Recently, a coworker of mine was developing an advanced Lightning Web Component (LWC). The component was your standard search & filter with a results list, but it had a caveat. The results list allowed you to mutate/change the ‘status’ of item. This component also removed the item from the results list, because the change of status meant that the item no longer was applicable against the filter/query.

@track searchKey;
@track statusFilter;

@wire(searchAndFilterObjects, { searchKey: '$searchKey', status: '$statusFilter' })
results;

changeStatus(status) {
    // change the status of the item here, use updateRecord to update it.
    // refreshApex.
}

At first, the component seemed to work flawlessly. But upon executing the previous search & filter again, the item whose status was changed appeared again in the results (back from the dead!). A little bit of debugging quickly showed this was due to the caching mechanisms provided by the Lightning Data Service (LDS).
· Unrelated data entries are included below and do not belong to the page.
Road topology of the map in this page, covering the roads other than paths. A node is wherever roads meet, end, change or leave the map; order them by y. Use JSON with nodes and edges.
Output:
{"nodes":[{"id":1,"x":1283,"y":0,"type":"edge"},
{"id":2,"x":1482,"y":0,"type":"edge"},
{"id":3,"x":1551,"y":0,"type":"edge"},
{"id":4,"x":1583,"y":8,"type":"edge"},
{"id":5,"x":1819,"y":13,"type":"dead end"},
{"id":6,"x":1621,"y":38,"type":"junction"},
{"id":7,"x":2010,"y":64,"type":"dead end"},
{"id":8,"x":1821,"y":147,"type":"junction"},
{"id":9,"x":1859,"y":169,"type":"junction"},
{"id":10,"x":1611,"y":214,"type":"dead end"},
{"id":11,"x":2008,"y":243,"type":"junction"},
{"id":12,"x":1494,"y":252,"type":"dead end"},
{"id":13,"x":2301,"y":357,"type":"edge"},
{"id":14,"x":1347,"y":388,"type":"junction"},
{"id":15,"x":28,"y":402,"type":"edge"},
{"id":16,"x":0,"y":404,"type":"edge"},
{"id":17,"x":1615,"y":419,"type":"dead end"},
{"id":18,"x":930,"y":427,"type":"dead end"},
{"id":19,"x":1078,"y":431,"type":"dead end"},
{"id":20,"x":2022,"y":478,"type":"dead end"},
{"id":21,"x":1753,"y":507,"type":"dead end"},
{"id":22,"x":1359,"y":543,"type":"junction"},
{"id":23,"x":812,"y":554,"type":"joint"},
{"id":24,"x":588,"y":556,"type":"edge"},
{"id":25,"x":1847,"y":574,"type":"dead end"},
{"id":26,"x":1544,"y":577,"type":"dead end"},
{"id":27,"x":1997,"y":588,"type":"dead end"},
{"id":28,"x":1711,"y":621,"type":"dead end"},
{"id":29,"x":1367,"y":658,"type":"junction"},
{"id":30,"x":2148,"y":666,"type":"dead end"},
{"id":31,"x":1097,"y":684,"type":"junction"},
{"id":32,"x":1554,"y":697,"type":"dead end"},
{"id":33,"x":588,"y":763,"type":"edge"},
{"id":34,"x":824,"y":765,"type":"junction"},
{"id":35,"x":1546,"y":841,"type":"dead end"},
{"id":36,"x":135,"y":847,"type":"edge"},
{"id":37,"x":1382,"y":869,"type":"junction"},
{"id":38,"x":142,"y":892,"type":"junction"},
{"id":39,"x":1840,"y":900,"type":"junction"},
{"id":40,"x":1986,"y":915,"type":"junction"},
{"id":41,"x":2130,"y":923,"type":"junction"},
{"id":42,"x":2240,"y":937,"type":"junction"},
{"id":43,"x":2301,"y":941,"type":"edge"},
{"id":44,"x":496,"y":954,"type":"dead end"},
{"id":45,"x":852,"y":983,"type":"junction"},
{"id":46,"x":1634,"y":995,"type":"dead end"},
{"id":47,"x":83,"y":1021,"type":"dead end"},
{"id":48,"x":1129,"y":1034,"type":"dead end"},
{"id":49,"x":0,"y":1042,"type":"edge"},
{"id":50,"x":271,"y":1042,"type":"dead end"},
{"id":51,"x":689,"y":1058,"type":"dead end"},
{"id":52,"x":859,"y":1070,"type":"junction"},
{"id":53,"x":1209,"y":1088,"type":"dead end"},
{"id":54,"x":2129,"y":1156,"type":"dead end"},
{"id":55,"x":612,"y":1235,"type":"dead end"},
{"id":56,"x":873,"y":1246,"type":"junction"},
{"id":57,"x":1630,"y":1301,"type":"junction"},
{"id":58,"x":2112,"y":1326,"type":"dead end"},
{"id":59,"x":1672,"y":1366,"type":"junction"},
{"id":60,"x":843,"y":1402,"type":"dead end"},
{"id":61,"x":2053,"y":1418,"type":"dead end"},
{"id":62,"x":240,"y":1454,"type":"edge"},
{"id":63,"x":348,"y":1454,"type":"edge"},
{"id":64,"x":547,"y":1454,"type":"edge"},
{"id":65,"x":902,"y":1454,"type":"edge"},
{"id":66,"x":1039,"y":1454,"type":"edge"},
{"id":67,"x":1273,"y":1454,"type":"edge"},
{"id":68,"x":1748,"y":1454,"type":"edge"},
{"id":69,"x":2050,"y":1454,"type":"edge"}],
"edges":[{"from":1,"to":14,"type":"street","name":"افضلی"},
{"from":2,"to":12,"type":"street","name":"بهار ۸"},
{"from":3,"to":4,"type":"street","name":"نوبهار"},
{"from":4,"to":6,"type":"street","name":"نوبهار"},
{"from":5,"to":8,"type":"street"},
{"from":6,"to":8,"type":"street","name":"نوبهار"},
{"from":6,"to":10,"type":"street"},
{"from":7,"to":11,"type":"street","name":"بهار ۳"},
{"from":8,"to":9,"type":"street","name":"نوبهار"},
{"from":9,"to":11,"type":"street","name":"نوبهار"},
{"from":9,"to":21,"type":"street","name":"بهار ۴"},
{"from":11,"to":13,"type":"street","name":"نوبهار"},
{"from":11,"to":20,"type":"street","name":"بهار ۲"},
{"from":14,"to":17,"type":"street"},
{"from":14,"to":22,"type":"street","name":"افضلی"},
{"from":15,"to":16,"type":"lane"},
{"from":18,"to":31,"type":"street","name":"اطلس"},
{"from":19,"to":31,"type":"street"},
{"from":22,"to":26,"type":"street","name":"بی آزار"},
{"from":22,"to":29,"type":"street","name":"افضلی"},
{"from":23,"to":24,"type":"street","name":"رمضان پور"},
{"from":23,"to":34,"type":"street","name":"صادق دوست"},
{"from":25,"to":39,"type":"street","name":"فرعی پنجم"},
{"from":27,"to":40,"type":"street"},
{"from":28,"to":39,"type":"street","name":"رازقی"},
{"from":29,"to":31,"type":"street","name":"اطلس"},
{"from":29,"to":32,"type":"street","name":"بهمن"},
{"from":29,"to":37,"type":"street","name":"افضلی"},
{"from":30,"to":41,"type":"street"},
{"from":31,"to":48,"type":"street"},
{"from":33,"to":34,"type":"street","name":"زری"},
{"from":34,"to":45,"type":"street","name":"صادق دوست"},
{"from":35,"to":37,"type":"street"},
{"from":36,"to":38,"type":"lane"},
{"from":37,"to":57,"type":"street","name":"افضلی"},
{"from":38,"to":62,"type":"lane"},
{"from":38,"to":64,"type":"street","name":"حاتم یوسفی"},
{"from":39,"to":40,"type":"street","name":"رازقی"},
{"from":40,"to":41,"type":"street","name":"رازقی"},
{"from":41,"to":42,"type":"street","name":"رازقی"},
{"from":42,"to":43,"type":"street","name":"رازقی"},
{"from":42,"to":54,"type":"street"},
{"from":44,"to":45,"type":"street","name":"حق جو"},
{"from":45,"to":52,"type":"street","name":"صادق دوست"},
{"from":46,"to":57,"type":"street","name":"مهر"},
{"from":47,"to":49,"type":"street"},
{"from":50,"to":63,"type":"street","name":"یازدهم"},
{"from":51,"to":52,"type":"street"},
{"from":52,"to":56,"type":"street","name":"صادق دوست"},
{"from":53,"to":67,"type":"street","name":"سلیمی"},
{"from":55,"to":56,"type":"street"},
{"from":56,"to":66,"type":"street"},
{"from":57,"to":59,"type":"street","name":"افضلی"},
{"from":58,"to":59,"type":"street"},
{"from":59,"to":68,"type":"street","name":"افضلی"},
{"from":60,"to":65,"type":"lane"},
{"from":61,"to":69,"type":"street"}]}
While we could of ditched the LDS all together, we would of lost all the benefits provided by it ,and lost some time refactoring a decent chunk of code. After giving it some thought, I had a hacky solution. By addjng a simple “counter” that passed in as a argument to our Apex method/controller, we could force the LDS to dump the cache and requery our source of truth!

@track searchKey;
@track statusFilter;
@track counter;

@wire(searchAndFilterObjects, { searchKey: '$searchKey', status: '$statusFilter', counter: '$counter' })
results;

changeStatus(status) {
    // change the status of the item here, use updateRecord to update it or another method.
    this.counter++;
}

Note – You only need to @track the counter if you don’t remove the mutated item from the list yourself manually. If you handle the removal, you can simply increment it, and then next time your query changes it will still force an uncached result set.

Some may ask, why didn’t you try refreshApex()?. While this is the native, “official” way of busting the cache, it is limited to only refreshing the cache for your wired results current query. The cache is not busted for past queries, so repeating one of those can result in a record coming back from the dead.